Alert: U.S. stocks look calm on the surface, but they are extremely fragile—high-risk earnings season has already begun


1. Key warning signals
UBS Turbu-lens fragility indicator has surged to 0.9 (range -1 to 1), hitting a new high since September 2025. Historical patterns suggest the VIX (volatility index) could jump sharply; if institutions fully lever up, the indicator could reach its extreme value of 1, pushing market risk to the max.
2. Higher expectations = higher pullback risk
The market’s earnings expectations for S&P 500 in Q2 are 24%, and for Europe’s STOXX 600 are 12%. Ahead of the earnings releases, analysts have continued to raise their targets; if results fall short of expectations, the room for index adjustment will be huge.

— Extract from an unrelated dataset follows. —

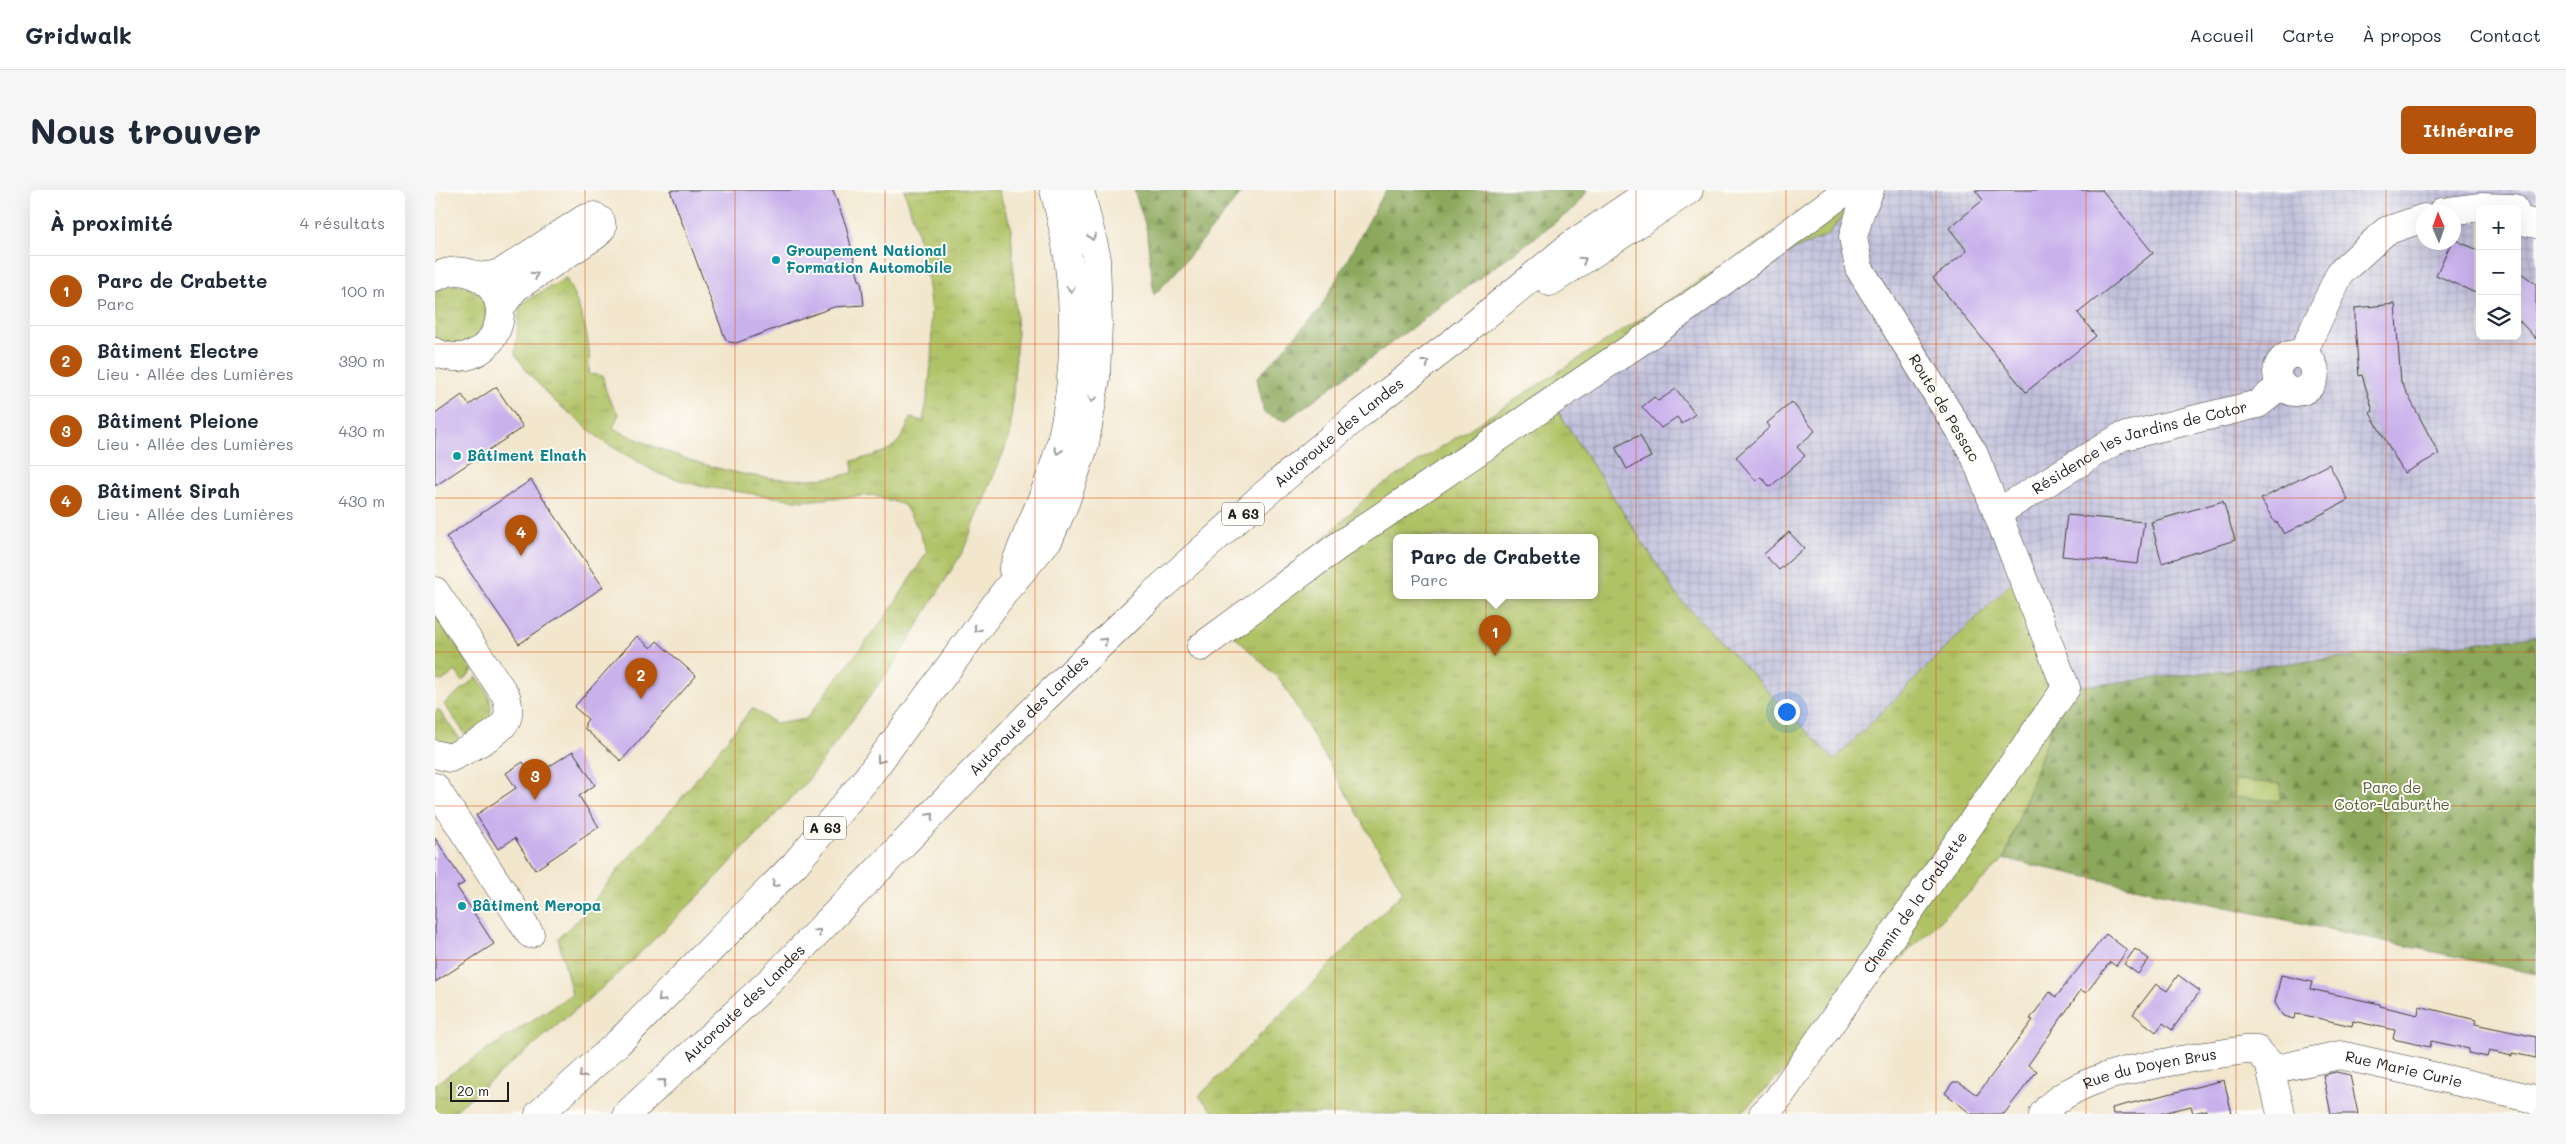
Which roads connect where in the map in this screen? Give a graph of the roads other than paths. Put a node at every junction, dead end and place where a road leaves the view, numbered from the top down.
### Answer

3. Three major hidden risks are brewing in parallel
Volatility divergence: VIX appears subdued, but individual stock volatility is already 3 times that of the index. After summer divergence converges, it is easy to trigger sharp swings in the broader market;
Dual pressure on bonds and oil: The U.S. 10-year yield is nearing 4.6%, Brent crude holds steady above $80, lifting inflation expectations and delaying expectations for Federal Reserve rate cuts; European equities are highly sensitive to oil prices, meaning downside pressure is even greater;
Credit markets don’t endorse it: While U.S. stocks hit new highs, the credit CDS spread tightening is limited—credit capital is not recognizing this leg of the rally.
4. Institutional trading approach
The effectiveness of index hedging is weakening, so prioritize setting up single-stock options. In the U.S., focus on trading volatility spreads among technology/energy/financials; in Europe, favor the energy, technology, and discretionary consumer sectors.